Another concern was the focus on the ovaries, which narrowed how the condition was understood and treated.

"PCOS focused on the ovarian gynaecological symptoms and ignored all the broader endocrine, metabolic and mental health aspects," Dr Costello said. "This change highlights the multidisciplinary care that is required to better support women with PMOS."

Impact on diagnosis and care

Associate Professor Rebecca Deans , Acting Head of Discipline for Women's Health, in UNSW's School of Clinical Medicine, said the name change was a huge feat, which should improve how PMOS was recognised and managed.

As a gynaecologist, A/Prof. Deans has seen how a fixation on 'cysts' has fuelled confusion for patients.

"I do have a lot of people who come to see me for fertility issues saying, 'I've got cysts on my ovaries, that's why I'm not getting pregnant', which isn't always the case.

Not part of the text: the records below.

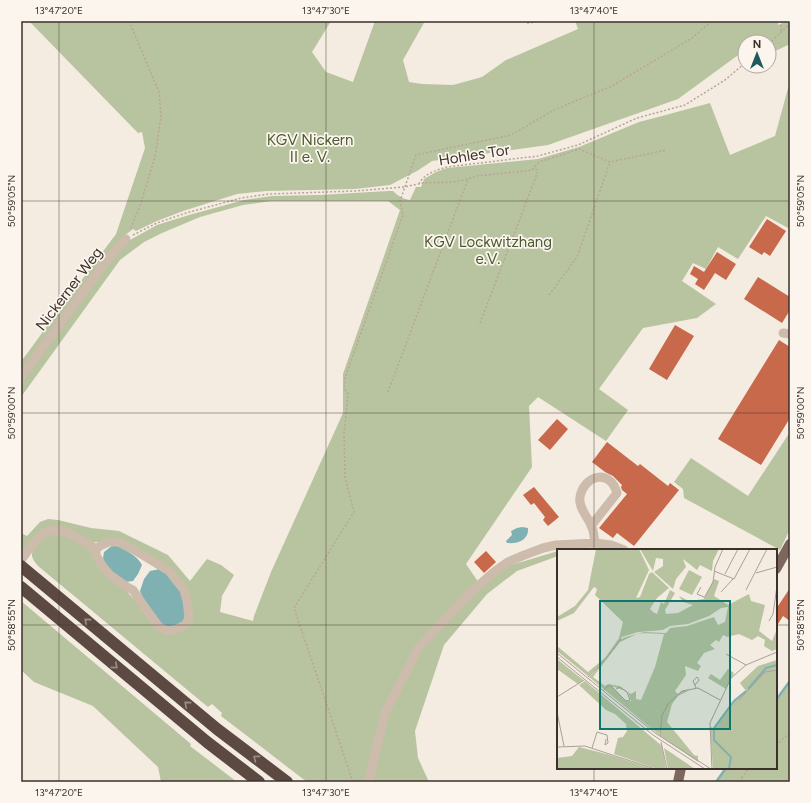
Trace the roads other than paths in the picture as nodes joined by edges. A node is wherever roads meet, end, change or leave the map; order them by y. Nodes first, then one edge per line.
1 (126, 238) road end
2 (21, 377) edge
3 (591, 526) junction
4 (594, 543) junction
5 (790, 544) edge
6 (96, 549) junction
7 (621, 549) edge
8 (21, 560) edge
9 (21, 566) edge
10 (777, 567) edge
11 (21, 587) edge
12 (681, 769) edge
13 (259, 782) edge
14 (287, 782) edge
15 (369, 782) edge
16 (678, 782) edge

1 - 2 street, Nickerner Weg
3 - 3 street
3 - 4 street
4 - 7 street
4 - 15 street
5 - 10 main road
6 - 6 street
6 - 8 street
14 -> 9 highway
11 -> 13 highway
12 - 16 main road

So, then we must start by unwinding that thinking," she said.

That misunderstanding can send patients down the wrong clinical path, delaying appropriate investigation and treatment. Then there are the risks that come with undiagnosed or poorly managed PMOS, such as increased risk of type 2 diabetes, high blood pressure, high cholesterol and cardiovascular disease - all modifiable conditions if managed earlier in life.

"Framing it as a metabolic endocrine disorder could help drive more screening by GPs and put the long-term health risks at the forefront of their minds, rather than just focusing on the ovaries," she said.

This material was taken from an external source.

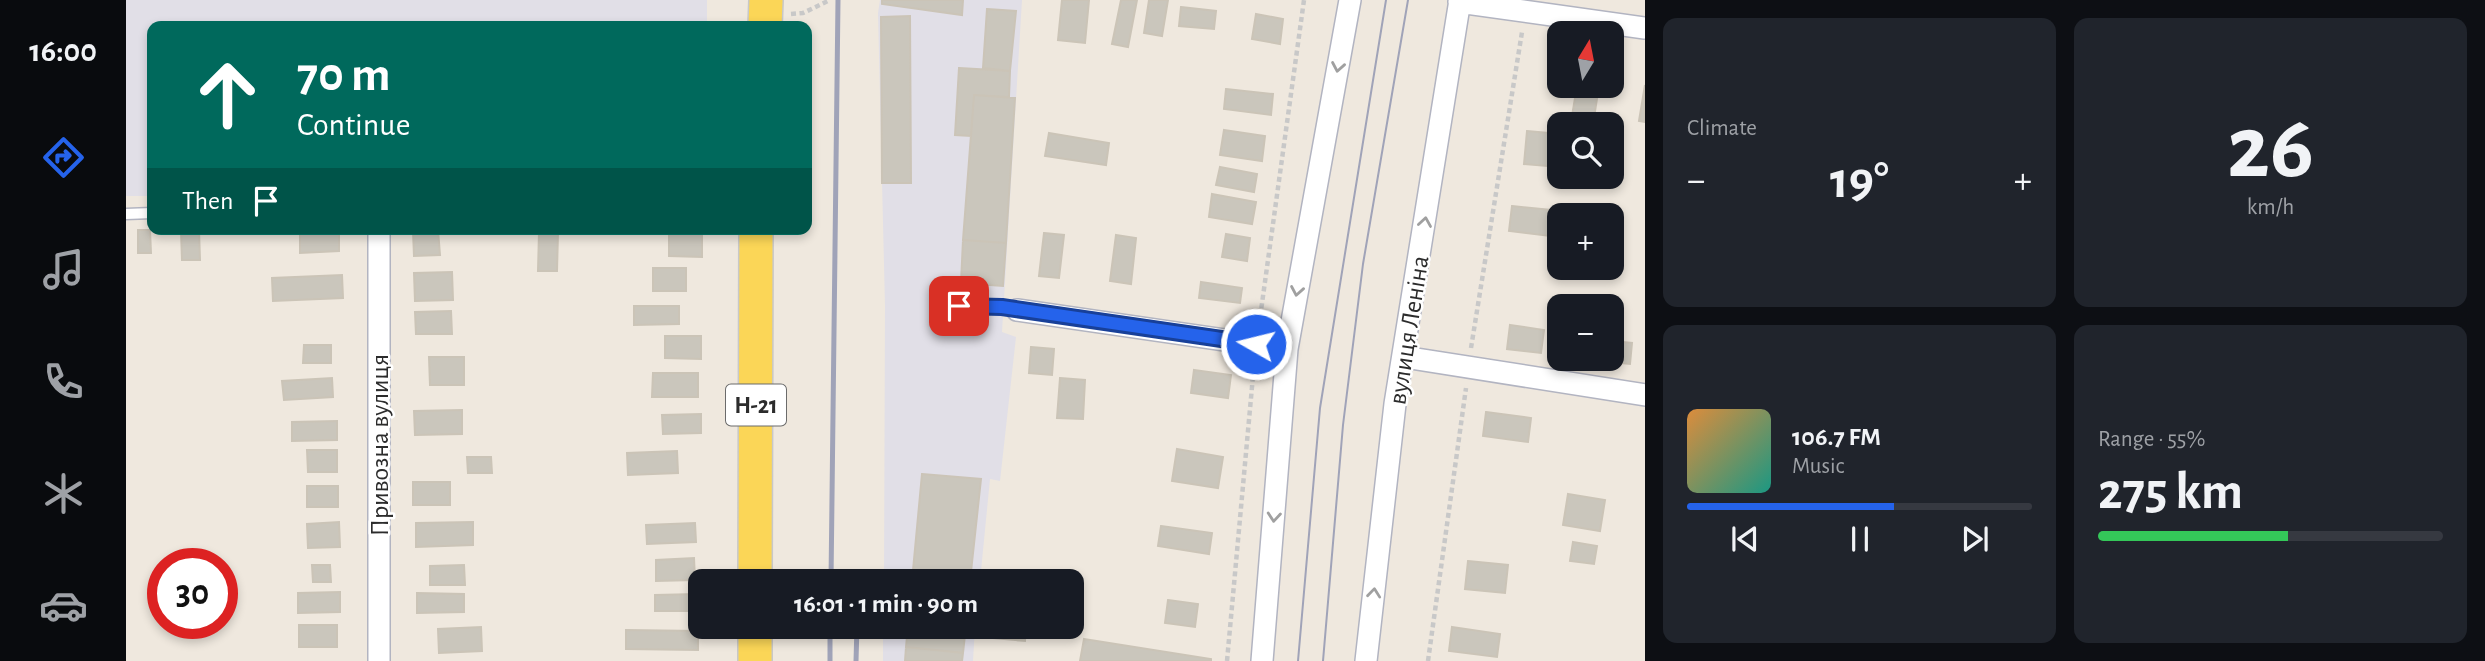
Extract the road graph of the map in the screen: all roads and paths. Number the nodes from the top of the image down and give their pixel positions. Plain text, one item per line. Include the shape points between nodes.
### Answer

"It starts with understanding, and once you know what's really going on you can start asking better questions, and providing better care to improve quality of life for patients."

What comes next

With the transition to the new name underway, attention is turning to the challenges, and opportunities, ahead.

PMOS can present in many ways, with no single known cause or linear pathway. This, and limited research funding, has made it harder to study, diagnose and manage consistently.

"When it was viewed largely as a reproductive or gynaecological issue, it struggled to attract funding compared with conditions like diabetes or heart disease. We hope that will change now," Dr Costello said.

A key focus for future research and guidelines will be improving understanding of the different subtypes of PMOS, and how they respond to treatment.

"There will be some subtypes where drug X works, and other ones where it doesn't, or one subtype will be at risk of diabetes, and the other type won't be. Understanding those differences is key to delivering better care," Dr Costello said.

A/Prof. Deans added additional research funding could support efforts to better understand the role played by genetics and environment factors, and whether early interventions could reduce long‑term health impacts.

"Women's health research has been historically underfunded. That's certainly changing, but there is more to be done," A/Prof. Deans added.

The name change will be implemented in the next update of the international guidelines for managing the condition, to be published in 2028, and supported by an international education and awareness campaign targeting health professionals, governments and researchers.